A 401(k) is a retirement savings plan that allows you to invest a certain percentage of your pre-tax income into an investment account. MG matches $.50 on the dollar for the first 6% of your salary that you contribute. We are providing this because we want to encourage you to save for your retirement and we want to help you. 

If your annual salary is $40,000, that’s an extra $1,200 you wouldn't have had without the match.

You can enroll with our 401(k) administrator, American Northwest at www.americannw.com or call them at (800) 815-0058. Email: info@americannw.com. If you leave the company, you can leave your money in the 401(k) or you can roll it into another one. Also, if you have a 401(k) when you join the company, you can roll it into ours or you can have both. It's your option. The only requirements are that you must be 21 years old and work for the company for at least 30 days before you enroll.  

How much should you invest in your 401(k)?

Retirement experts recommend that you contribute 10-15% of your gross income towards your 401(k) each year. If you are 50 years old without savings, invest at least 20% of your income. If you can’t invest this much, invest at least 6% to take advantage of the company match.
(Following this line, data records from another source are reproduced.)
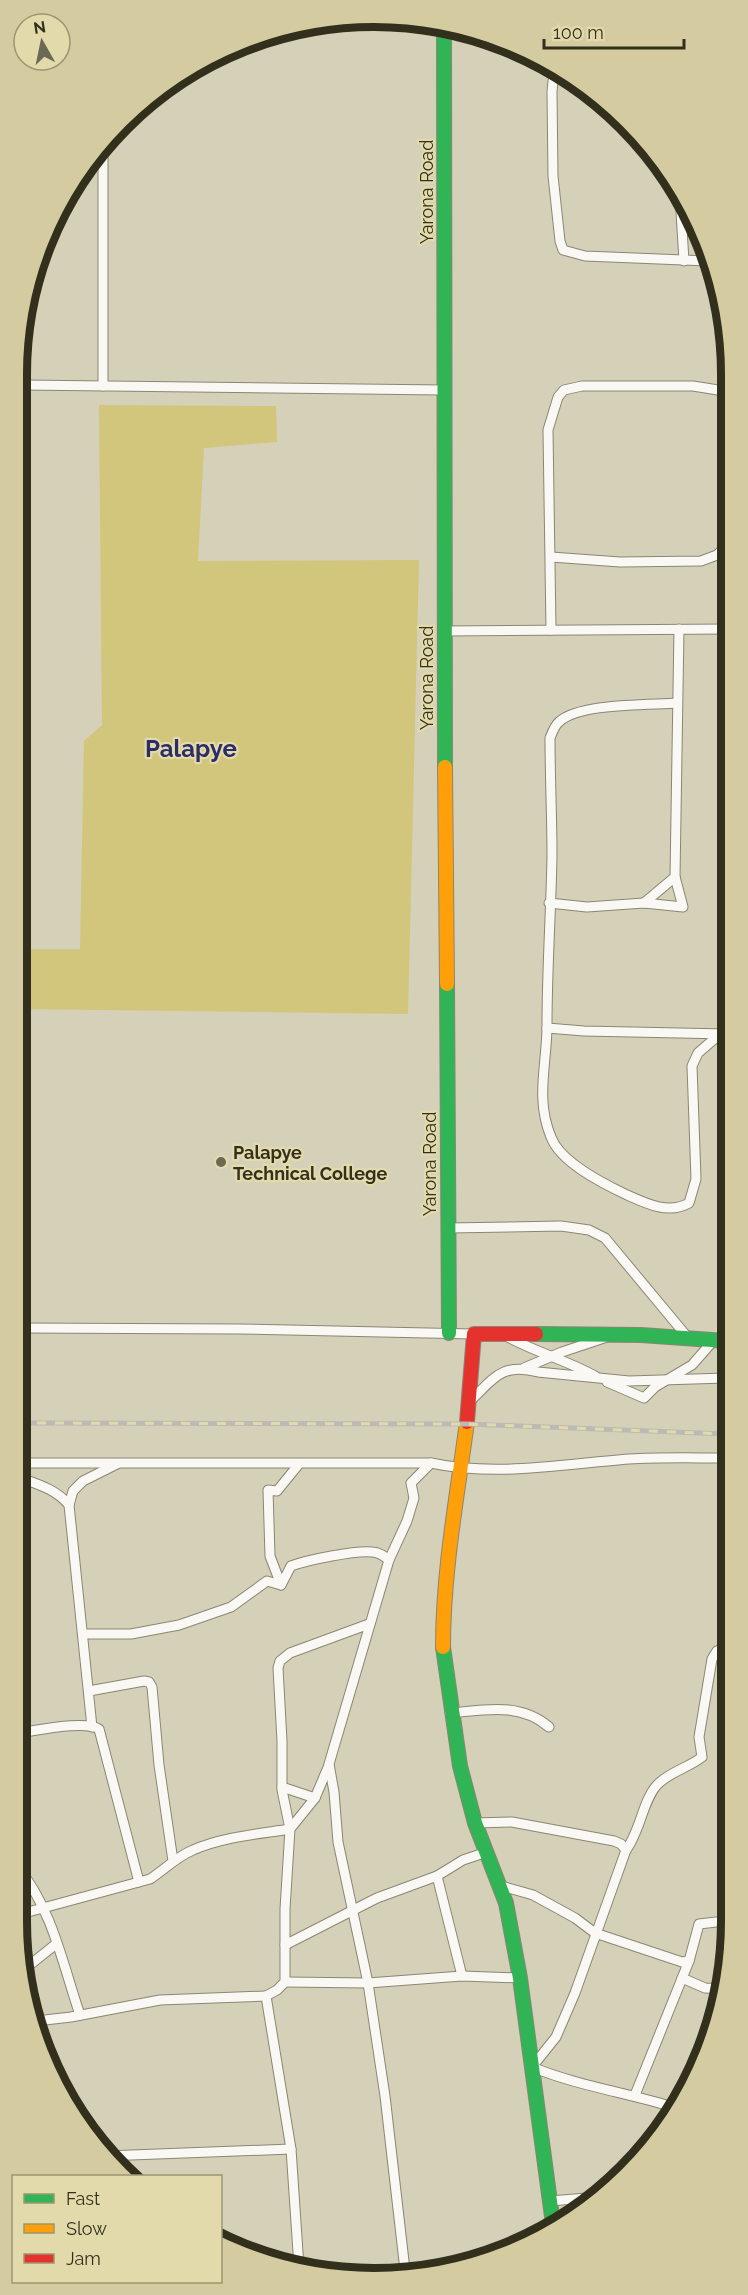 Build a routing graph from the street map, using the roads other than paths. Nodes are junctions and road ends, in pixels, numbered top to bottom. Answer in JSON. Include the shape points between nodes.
{"nodes":[{"id":1,"x":444,"y":34,"type":"edge"},
{"id":2,"x":555,"y":77,"type":"edge"},
{"id":3,"x":103,"y":158,"type":"edge"},
{"id":4,"x":681,"y":213,"type":"edge"},
{"id":5,"x":684,"y":261,"type":"junction"},
{"id":6,"x":703,"y":261,"type":"edge"},
{"id":7,"x":27,"y":385,"type":"edge"},
{"id":8,"x":103,"y":386,"type":"junction"},
{"id":9,"x":444,"y":390,"type":"junction"},
{"id":10,"x":721,"y":392,"type":"edge"},
{"id":11,"x":721,"y":551,"type":"edge"},
{"id":12,"x":551,"y":557,"type":"junction"},
{"id":13,"x":679,"y":629,"type":"junction"},
{"id":14,"x":721,"y":629,"type":"edge"},
{"id":15,"x":551,"y":630,"type":"junction"},
{"id":16,"x":444,"y":631,"type":"junction"},
{"id":17,"x":677,"y":703,"type":"junction"},
{"id":18,"x":675,"y":877,"type":"junction"},
{"id":19,"x":549,"y":903,"type":"junction"},
{"id":20,"x":644,"y":903,"type":"junction"},
{"id":21,"x":547,"y":1028,"type":"junction"},
{"id":22,"x":721,"y":1034,"type":"edge"},
{"id":23,"x":721,"y":1036,"type":"edge"},
{"id":24,"x":448,"y":1228,"type":"junction"},
{"id":25,"x":27,"y":1329,"type":"edge"},
{"id":26,"x":448,"y":1333,"type":"junction"},
{"id":27,"x":474,"y":1334,"type":"junction"},
{"id":28,"x":503,"y":1335,"type":"junction"},
{"id":29,"x":615,"y":1335,"type":"junction"},
{"id":30,"x":689,"y":1339,"type":"junction"},
{"id":31,"x":720,"y":1341,"type":"edge"},
{"id":32,"x":551,"y":1356,"type":"junction"},
{"id":33,"x":524,"y":1368,"type":"junction"},
{"id":34,"x":599,"y":1378,"type":"junction"},
{"id":35,"x":670,"y":1378,"type":"junction"},
{"id":36,"x":721,"y":1378,"type":"edge"},
{"id":37,"x":468,"y":1403,"type":"junction"},
{"id":38,"x":721,"y":1458,"type":"edge"},
{"id":39,"x":117,"y":1463,"type":"junction"},
{"id":40,"x":431,"y":1463,"type":"junction"},
{"id":41,"x":299,"y":1464,"type":"junction"},
{"id":42,"x":27,"y":1465,"type":"edge"},
{"id":43,"x":459,"y":1469,"type":"junction"},
{"id":44,"x":27,"y":1480,"type":"edge"},
{"id":45,"x":69,"y":1504,"type":"junction"},
{"id":46,"x":389,"y":1560,"type":"junction"},
{"id":47,"x":281,"y":1585,"type":"junction"},
{"id":48,"x":369,"y":1624,"type":"junction"},
{"id":49,"x":84,"y":1634,"type":"junction"},
{"id":50,"x":721,"y":1649,"type":"edge"},
{"id":51,"x":89,"y":1691,"type":"junction"},
{"id":52,"x":450,"y":1713,"type":"junction"},
{"id":53,"x":92,"y":1726,"type":"junction"},
{"id":54,"x":549,"y":1727,"type":"dead end"},
{"id":55,"x":27,"y":1732,"type":"edge"},
{"id":56,"x":329,"y":1764,"type":"junction"},
{"id":57,"x":282,"y":1787,"type":"junction"},
{"id":58,"x":315,"y":1798,"type":"junction"},
{"id":59,"x":475,"y":1823,"type":"junction"},
{"id":60,"x":290,"y":1829,"type":"junction"},
{"id":61,"x":626,"y":1850,"type":"junction"},
{"id":62,"x":487,"y":1852,"type":"junction"},
{"id":63,"x":173,"y":1861,"type":"junction"},
{"id":64,"x":437,"y":1876,"type":"junction"},
{"id":65,"x":27,"y":1879,"type":"edge"},
{"id":66,"x":139,"y":1882,"type":"junction"},
{"id":67,"x":498,"y":1885,"type":"junction"},
{"id":68,"x":44,"y":1909,"type":"junction"},
{"id":69,"x":352,"y":1910,"type":"junction"},
{"id":70,"x":27,"y":1913,"type":"edge"},
{"id":71,"x":721,"y":1921,"type":"edge"},
{"id":72,"x":595,"y":1933,"type":"junction"},
{"id":73,"x":56,"y":1944,"type":"junction"},
{"id":74,"x":285,"y":1945,"type":"junction"},
{"id":75,"x":689,"y":1961,"type":"junction"},
{"id":76,"x":30,"y":1965,"type":"edge"},
{"id":77,"x":462,"y":1976,"type":"junction"},
{"id":78,"x":520,"y":1978,"type":"junction"},
{"id":79,"x":682,"y":1978,"type":"junction"},
{"id":80,"x":285,"y":1982,"type":"junction"},
{"id":81,"x":368,"y":1983,"type":"junction"},
{"id":82,"x":714,"y":1988,"type":"edge"},
{"id":83,"x":266,"y":1996,"type":"junction"},
{"id":84,"x":80,"y":2015,"type":"junction"},
{"id":85,"x":42,"y":2020,"type":"edge"},
{"id":86,"x":532,"y":2067,"type":"junction"},
{"id":87,"x":635,"y":2095,"type":"junction"},
{"id":88,"x":668,"y":2105,"type":"edge"},
{"id":89,"x":291,"y":2149,"type":"junction"},
{"id":90,"x":118,"y":2155,"type":"edge"},
{"id":91,"x":582,"y":2198,"type":"edge"},
{"id":92,"x":550,"y":2201,"type":"junction"},
{"id":93,"x":552,"y":2219,"type":"edge"},
{"id":94,"x":298,"y":2259,"type":"edge"},
{"id":95,"x":404,"y":2266,"type":"edge"}],
"edges":[{"from":1,"to":9,"type":"street","name":"Yarona Road"},
{"from":2,"to":5,"type":"street","via":[[554,176],[563,250],[585,256]]},
{"from":3,"to":8,"type":"street"},
{"from":4,"to":5,"type":"street"},
{"from":5,"to":6,"type":"street"},
{"from":7,"to":8,"type":"street"},
{"from":8,"to":9,"type":"street"},
{"from":9,"to":16,"type":"street","name":"Yarona Road"},
{"from":10,"to":12,"type":"street","via":[[693,386],[582,386],[564,390],[555,404],[548,430]]},
{"from":11,"to":12,"type":"street","via":[[701,561],[620,562]]},
{"from":12,"to":15,"type":"street"},
{"from":13,"to":14,"type":"street"},
{"from":13,"to":15,"type":"street"},
{"from":13,"to":17,"type":"street"},
{"from":15,"to":16,"type":"street"},
{"from":16,"to":24,"type":"street","name":"Yarona Road"},
{"from":17,"to":18,"type":"street"},
{"from":17,"to":19,"type":"street","via":[[594,708],[559,721],[550,738]]},
{"from":18,"to":20,"type":"street"},
{"from":18,"to":20,"type":"street","via":[[683,907]]},
{"from":19,"to":20,"type":"street","via":[[587,907]]},
{"from":19,"to":21,"type":"street"},
{"from":21,"to":22,"type":"street"},
{"from":21,"to":23,"type":"street","via":[[541,1099],[550,1137],[558,1151],[617,1190],[674,1209],[689,1203],[696,1184],[692,1066],[698,1053]]},
{"from":24,"to":26,"type":"street","name":"Yarona Road"},
{"from":24,"to":30,"type":"street","via":[[561,1226],[589,1230],[605,1238]]},
{"from":25,"to":26,"type":"street"},
{"from":26,"to":27,"type":"street"},
{"from":27,"to":28,"type":"street"},
{"from":27,"to":37,"type":"street"},
{"from":28,"to":29,"type":"street"},
{"from":28,"to":32,"type":"street"},
{"from":29,"to":30,"type":"street"},
{"from":29,"to":32,"type":"street"},
{"from":30,"to":31,"type":"street"},
{"from":31,"to":35,"type":"street"},
{"from":32,"to":33,"type":"street"},
{"from":32,"to":34,"type":"street"},
{"from":33,"to":34,"type":"street"},
{"from":33,"to":37,"type":"street","via":[[494,1376]]},
{"from":34,"to":35,"type":"street"},
{"from":34,"to":35,"type":"street","via":[[644,1398]]},
{"from":35,"to":36,"type":"street"},
{"from":37,"to":43,"type":"street"},
{"from":38,"to":43,"type":"street"},
{"from":39,"to":41,"type":"street"},
{"from":39,"to":42,"type":"street"},
{"from":39,"to":45,"type":"street","via":[[83,1481],[73,1491]]},
{"from":40,"to":41,"type":"street"},
{"from":40,"to":43,"type":"street"},
{"from":40,"to":46,"type":"street","via":[[411,1483],[414,1498]]},
{"from":41,"to":47,"type":"street","via":[[277,1491],[268,1490],[270,1556]]},
{"from":43,"to":52,"type":"street","via":[[443,1619]]},
{"from":44,"to":45,"type":"street"},
{"from":45,"to":49,"type":"street"},
{"from":46,"to":47,"type":"street","via":[[364,1551],[307,1562],[291,1566]]},
{"from":46,"to":48,"type":"street"},
{"from":47,"to":49,"type":"street","via":[[267,1581],[231,1607],[179,1625],[131,1634]]},
{"from":48,"to":56,"type":"street"},
{"from":48,"to":57,"type":"street","via":[[290,1653],[280,1661]]},
{"from":49,"to":51,"type":"street"},
{"from":50,"to":61,"type":"street","via":[[712,1659],[699,1737],[702,1757],[668,1775],[655,1787]]},
{"from":51,"to":53,"type":"street"},
{"from":51,"to":63,"type":"street","via":[[144,1681],[152,1687]]},
{"from":52,"to":54,"type":"street","via":[[516,1710]]},
{"from":52,"to":59,"type":"street"},
{"from":53,"to":55,"type":"street"},
{"from":53,"to":66,"type":"street","via":[[102,1735]]},
{"from":56,"to":58,"type":"street"},
{"from":56,"to":69,"type":"street","via":[[338,1842]]},
{"from":57,"to":58,"type":"street"},
{"from":57,"to":60,"type":"street"},
{"from":58,"to":60,"type":"street"},
{"from":59,"to":61,"type":"street","via":[[512,1822],[614,1841]]},
{"from":59,"to":62,"type":"street"},
{"from":60,"to":63,"type":"street","via":[[194,1849]]},
{"from":60,"to":74,"type":"street"},
{"from":61,"to":72,"type":"street"},
{"from":62,"to":64,"type":"street"},
{"from":62,"to":67,"type":"street"},
{"from":63,"to":66,"type":"street","via":[[150,1880]]},
{"from":64,"to":69,"type":"street"},
{"from":64,"to":77,"type":"street"},
{"from":65,"to":68,"type":"street"},
{"from":66,"to":68,"type":"street"},
{"from":67,"to":72,"type":"street","via":[[532,1895]]},
{"from":67,"to":78,"type":"street","via":[[506,1904]]},
{"from":68,"to":70,"type":"street"},
{"from":68,"to":73,"type":"street"},
{"from":69,"to":74,"type":"street"},
{"from":69,"to":81,"type":"street"},
{"from":71,"to":75,"type":"street","via":[[699,1924]]},
{"from":72,"to":75,"type":"street"},
{"from":72,"to":86,"type":"street","via":[[556,2037]]},
{"from":73,"to":76,"type":"street"},
{"from":73,"to":84,"type":"street"},
{"from":74,"to":80,"type":"street"},
{"from":75,"to":79,"type":"street"},
{"from":77,"to":78,"type":"street"},
{"from":77,"to":81,"type":"street"},
{"from":78,"to":86,"type":"street"},
{"from":79,"to":82,"type":"street"},
{"from":79,"to":87,"type":"street"},
{"from":80,"to":81,"type":"street"},
{"from":80,"to":83,"type":"street"},
{"from":81,"to":95,"type":"street"},
{"from":83,"to":84,"type":"street","via":[[160,2000]]},
{"from":83,"to":89,"type":"street"},
{"from":84,"to":85,"type":"street"},
{"from":86,"to":87,"type":"street","via":[[555,2077]]},
{"from":86,"to":92,"type":"street"},
{"from":87,"to":88,"type":"street"},
{"from":89,"to":90,"type":"street"},
{"from":89,"to":94,"type":"street"},
{"from":91,"to":92,"type":"street"},
{"from":92,"to":93,"type":"street"}]}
Here is a 401(k) calculator to calculate your match and future balance based on age, retirement age and expected rate of return. 

When determining what to contribute, don’t set your sights too low: A couple of percentage points can make a big difference. 

Even if you start small, it’s important to start saving as early as you can and let time do the work of accumulating interest for you. Make a goal to increase your contribution each year and stick to it.

For example, the below graphs show two retirement savings scenarios for a 24-year old employee making $35,000 who expects to retire at age 67 and is contributing to the MG 401(k). 

The left graph demonstrates that if this employee invests 6% of gross income or $175/month, her retirement savings would be $1.08 million. This would provide $1,967/month in monthly retirement income, which falls short of her expected expenses of $2,300/month. The right graph demonstrates that if the employee invests 10% of gross income or $292/month, her retirement savings would be $1.55 million or $470,000 more than the 6% option despite only investing $117 more per month. In this scenario, she would have $2,842/month in retirement income, which would cover her expected monthly expenses.

The main advantages of 401(k) plans include:

  • Lower taxes: You get to invest money from your paycheck before taxes are taken out. The money isn’t included in your taxable income amount, which lowers your overall tax responsibility. Be aware there are annual contribution and income limits; make sure you know what they are so you don’t exceed them.
  • Automatic savings: Out of sight, out of mind. Since the contribution is deducted directly from your paycheck, you aren’t tempted to spend the money rather than save and invest it. Your balance continues to build with regular contributions.
  • Matching funds: MG offers to match the money you contribute to your 401(k), up to 6%. 
  • A 401(k) can grow by itself: If you begin investing in a 401(k) early enough in your working years, you can benefit from the power of compounding — meaning that, over time, you’re not just earning returns based on the money you've contributed, you’re also seeing returns on your investment returns! That’s when your balance can really accelerate in good market conditions.
  • 401(k) money is yours forever: Your balance is portable, so if you end up changing employers, you can have your current 401(k) balance “rolled over” to your new employer’s 401(k) plan and continue to build it up.

What if you can’t invest the recommended 10-15% of your income?

  • Catch the match! If you need to start small, at least try to contribute as much as your employer will match. Don’t leave money on the table unless you absolutely have to.
  • Increase by one percent annually: Think about raising your contribution one percent each year. That’s an easy formula to follow to maintain consistent growth. See how saving one percent more each year can make a big impact on your savings.
  • Work toward 15 percent: By the time you are 40, try to be contributing 15 percent or more of your annual salary.
  • Get a reality check at age 50: When you reach 50, review the overall health of your retirement savings. It should be easier now to estimate how much you’ll need and determine whether you’re on track to get there. 
  • Use your last working decade wisely: If you find a shortfall, consider taking advantage of the higher “make-up contribution” amount the government allows people over 50. In 2023, you can invest up to $30,000 if you are over 50 or $7,500 more than people under 50.